Tesla falls as Elon Musk says he wants to cut 10% of staff at the EV maker because he's got a 'super bad feeling' about the economy
Stock Market2 min read
  • Tesla shares fell 9% on Friday following a Reuters report that CEO Elon Musk wants to cut 10% of staff.
  • Reuters reviewed an email Musk sent to Tesla execs saying he had a "bad feeling" about the economy.

Tesla shares dropped on Friday after CEO Elon Musk told employees at the electric-vehicle maker that he was pessimistic about the state of the economy and thinking about cutting jobs.

Musk said he had a "super bad feeling" about the economy and needed to cut about 10% of jobs at Tesla, reported Reuters, citing an email to executives it had seen.

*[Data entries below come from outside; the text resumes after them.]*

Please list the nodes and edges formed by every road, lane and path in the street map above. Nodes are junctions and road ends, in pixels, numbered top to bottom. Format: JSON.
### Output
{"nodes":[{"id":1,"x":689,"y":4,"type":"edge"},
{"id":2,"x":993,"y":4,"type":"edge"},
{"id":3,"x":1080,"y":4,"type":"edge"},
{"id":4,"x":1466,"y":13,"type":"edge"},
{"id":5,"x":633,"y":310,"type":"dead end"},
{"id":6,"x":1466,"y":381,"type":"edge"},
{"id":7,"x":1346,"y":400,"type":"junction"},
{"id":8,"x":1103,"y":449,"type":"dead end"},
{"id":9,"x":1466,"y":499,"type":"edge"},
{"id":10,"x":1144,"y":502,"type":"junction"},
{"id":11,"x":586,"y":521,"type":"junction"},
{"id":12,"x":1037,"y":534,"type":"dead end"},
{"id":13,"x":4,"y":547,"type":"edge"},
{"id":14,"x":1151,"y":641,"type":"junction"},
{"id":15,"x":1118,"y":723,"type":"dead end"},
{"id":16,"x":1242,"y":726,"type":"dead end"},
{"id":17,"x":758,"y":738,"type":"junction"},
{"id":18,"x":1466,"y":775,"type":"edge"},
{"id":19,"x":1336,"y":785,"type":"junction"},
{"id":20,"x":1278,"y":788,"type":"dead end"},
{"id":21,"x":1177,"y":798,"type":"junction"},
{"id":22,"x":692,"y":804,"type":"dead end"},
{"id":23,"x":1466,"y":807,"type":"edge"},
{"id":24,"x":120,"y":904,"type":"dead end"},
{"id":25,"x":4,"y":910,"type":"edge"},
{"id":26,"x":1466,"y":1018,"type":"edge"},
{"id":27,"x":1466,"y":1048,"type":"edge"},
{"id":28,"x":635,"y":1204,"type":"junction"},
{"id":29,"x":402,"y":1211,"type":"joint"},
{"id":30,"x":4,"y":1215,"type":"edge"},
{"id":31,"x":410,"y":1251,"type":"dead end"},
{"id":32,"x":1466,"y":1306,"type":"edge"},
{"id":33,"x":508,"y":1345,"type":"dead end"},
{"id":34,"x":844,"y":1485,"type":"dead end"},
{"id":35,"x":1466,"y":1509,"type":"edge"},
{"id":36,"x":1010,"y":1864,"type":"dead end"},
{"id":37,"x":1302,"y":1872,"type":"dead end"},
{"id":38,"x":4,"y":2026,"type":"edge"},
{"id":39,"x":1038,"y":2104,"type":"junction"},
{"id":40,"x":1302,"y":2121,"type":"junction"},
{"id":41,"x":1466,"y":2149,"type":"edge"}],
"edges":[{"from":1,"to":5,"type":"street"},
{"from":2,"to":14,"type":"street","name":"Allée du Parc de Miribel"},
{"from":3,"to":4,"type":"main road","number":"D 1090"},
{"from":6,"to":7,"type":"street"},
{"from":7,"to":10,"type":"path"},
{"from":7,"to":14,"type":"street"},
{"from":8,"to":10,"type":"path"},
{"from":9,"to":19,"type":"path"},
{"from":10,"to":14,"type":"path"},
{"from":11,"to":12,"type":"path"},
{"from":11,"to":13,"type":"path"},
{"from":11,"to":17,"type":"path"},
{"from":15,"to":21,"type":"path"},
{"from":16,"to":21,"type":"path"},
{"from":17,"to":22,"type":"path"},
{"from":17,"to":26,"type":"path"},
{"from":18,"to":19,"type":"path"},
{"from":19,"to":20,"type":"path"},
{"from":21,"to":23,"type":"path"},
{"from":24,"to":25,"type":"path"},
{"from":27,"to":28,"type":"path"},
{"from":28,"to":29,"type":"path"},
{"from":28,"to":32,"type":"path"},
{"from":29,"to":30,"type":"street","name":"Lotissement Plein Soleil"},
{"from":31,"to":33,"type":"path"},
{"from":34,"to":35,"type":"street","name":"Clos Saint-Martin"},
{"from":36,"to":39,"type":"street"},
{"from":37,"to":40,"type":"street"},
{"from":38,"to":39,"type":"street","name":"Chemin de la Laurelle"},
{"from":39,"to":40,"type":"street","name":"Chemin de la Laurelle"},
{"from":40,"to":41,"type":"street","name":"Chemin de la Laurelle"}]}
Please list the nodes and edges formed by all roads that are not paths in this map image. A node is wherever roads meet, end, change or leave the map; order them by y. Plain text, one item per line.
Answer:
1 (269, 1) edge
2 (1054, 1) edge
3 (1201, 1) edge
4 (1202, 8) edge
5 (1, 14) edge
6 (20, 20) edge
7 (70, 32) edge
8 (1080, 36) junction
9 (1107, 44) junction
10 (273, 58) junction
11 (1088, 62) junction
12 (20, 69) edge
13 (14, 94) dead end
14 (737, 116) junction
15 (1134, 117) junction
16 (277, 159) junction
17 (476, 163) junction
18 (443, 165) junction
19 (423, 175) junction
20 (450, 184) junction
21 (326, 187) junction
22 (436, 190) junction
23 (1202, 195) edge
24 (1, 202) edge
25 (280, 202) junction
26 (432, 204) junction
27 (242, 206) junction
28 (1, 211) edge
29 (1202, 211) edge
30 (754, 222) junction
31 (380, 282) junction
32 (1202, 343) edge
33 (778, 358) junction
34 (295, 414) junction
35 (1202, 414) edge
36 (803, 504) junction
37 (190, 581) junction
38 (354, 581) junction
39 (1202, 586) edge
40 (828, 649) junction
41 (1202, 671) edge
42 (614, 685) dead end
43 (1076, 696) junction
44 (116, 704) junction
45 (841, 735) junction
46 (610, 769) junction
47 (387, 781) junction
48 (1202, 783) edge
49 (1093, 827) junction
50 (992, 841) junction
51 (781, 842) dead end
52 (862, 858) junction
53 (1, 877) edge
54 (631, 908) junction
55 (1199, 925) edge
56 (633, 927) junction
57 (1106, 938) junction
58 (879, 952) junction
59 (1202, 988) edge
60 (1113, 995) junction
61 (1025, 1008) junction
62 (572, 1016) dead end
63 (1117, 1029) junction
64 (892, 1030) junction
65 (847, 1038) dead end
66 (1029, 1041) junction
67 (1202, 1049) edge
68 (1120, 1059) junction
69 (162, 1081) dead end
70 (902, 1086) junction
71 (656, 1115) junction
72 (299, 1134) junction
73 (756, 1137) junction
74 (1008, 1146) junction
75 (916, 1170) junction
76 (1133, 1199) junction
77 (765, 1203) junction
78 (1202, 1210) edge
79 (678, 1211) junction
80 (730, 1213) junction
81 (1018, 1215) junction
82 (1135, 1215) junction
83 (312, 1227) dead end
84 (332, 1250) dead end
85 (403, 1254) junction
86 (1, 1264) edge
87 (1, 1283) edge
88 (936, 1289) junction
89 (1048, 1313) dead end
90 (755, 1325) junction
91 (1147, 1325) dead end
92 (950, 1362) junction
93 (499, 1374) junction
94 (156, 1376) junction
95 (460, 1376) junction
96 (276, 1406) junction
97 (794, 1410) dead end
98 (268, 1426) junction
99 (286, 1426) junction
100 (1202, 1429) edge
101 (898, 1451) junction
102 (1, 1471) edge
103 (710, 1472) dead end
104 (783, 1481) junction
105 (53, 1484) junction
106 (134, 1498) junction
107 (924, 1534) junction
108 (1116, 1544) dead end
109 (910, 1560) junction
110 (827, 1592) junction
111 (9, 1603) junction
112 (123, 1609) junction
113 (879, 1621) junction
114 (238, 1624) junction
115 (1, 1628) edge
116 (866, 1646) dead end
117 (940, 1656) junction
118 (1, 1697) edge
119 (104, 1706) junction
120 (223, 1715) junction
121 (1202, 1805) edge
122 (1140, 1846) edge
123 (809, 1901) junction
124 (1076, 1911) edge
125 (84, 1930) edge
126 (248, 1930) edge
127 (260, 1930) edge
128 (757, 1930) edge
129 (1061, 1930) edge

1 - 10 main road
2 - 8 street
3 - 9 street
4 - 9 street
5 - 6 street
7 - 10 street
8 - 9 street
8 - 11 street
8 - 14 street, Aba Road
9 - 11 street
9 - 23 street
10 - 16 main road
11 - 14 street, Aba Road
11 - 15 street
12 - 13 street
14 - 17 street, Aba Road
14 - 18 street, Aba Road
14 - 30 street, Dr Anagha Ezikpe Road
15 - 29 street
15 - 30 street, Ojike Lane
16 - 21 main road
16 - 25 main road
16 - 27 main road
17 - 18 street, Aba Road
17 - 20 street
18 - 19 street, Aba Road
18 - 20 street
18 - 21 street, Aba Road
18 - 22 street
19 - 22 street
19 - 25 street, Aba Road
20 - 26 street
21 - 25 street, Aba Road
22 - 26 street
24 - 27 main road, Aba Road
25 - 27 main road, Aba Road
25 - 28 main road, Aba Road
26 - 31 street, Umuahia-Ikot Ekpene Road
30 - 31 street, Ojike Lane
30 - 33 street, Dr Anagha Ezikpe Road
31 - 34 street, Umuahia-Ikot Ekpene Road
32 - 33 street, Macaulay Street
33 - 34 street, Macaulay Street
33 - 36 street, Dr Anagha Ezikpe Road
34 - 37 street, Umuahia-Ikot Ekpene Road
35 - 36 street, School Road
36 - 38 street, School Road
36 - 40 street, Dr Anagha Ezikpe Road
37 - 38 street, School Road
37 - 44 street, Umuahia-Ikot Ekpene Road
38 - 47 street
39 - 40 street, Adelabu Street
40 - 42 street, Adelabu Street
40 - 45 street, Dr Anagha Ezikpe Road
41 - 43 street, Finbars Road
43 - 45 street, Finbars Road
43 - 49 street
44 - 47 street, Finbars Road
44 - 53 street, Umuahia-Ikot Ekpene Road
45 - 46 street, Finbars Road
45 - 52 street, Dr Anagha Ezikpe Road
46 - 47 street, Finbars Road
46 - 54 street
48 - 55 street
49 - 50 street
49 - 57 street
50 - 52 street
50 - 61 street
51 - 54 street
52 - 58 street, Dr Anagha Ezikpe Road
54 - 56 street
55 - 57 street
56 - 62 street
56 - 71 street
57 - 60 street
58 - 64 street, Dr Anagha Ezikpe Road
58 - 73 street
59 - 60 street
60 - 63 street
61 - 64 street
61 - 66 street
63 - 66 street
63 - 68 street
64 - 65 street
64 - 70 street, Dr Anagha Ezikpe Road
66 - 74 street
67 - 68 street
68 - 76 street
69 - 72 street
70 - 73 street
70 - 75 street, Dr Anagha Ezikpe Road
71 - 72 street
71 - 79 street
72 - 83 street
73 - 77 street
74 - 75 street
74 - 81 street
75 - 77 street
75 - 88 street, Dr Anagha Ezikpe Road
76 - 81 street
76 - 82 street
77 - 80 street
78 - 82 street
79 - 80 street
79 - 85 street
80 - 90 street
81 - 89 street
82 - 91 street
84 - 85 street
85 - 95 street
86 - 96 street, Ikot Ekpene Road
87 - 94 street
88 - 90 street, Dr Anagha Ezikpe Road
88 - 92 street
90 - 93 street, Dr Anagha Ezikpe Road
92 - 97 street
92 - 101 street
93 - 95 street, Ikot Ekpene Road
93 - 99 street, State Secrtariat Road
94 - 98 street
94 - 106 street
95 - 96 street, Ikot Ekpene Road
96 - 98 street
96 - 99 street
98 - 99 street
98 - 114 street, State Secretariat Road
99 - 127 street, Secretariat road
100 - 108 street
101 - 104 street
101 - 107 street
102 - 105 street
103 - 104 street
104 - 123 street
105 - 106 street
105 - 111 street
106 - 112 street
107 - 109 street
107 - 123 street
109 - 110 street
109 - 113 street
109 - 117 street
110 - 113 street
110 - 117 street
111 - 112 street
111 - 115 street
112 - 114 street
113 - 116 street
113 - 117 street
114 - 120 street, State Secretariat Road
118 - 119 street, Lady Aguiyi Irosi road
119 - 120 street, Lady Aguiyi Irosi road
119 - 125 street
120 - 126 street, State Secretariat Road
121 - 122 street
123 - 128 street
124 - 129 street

Musk clarified the cuts would apply only to salaried employees, according to Electrek, and layoffs would not apply to workers building cars, battery packs, or installing solar components.

The stock slid 9.2% to finish at $703.55, the lowest close since May 25. The share price this year has tumbled 33% as part of a broader sell-off in the tech sector that's shoved the Nasdaq Composite into a bear market.

Reuters reported the brief email titled "pause all hiring worldwide" was sent on Thursday, arriving two days after Musk told Tesla staff to return to the workplace or leave their jobs.

Musk didn't elaborate on the reasons for his "super bad feeling" in the email, Reuters reported.

About 100,000 people worked for Tesla and its subsidiaries, said the company's annual report for 2021 filed with the Securities and Exchange Commission.

Musk, who tops Forbes' list of the world's richest people, in May told the All-In tech conference he believed the US was in a recession that would worsen.

He said the recession could last anywhere from a year to 18 months.

"Recessions are not necessarily a bad thing," he said via video at the conference. "I've been through a few of them. And what tends to happen is if you have a boom that goes on too long, you get a misallocation of capital. It starts raining money on fools, basically."

Tesla shares have also been under pressure this year following Musk's $44 billion bid to purchase Twitter. The social-media company on Friday said a mandatory 30-day waiting period for the deal had expired. This puts Musk closer to clinching the deal, which is still subject to approval by Twitter shareholders and other regulations.

Also on Friday, Coinbase shares fell 9.7% after the crypto exchange said on Thursday it would rescind a number of already-accepted job offers and extend a pause in hiring, citing "current market conditions." The cryptocurrency market has slumped this year and has lost about half its value since a high mark of $3 trillion in November.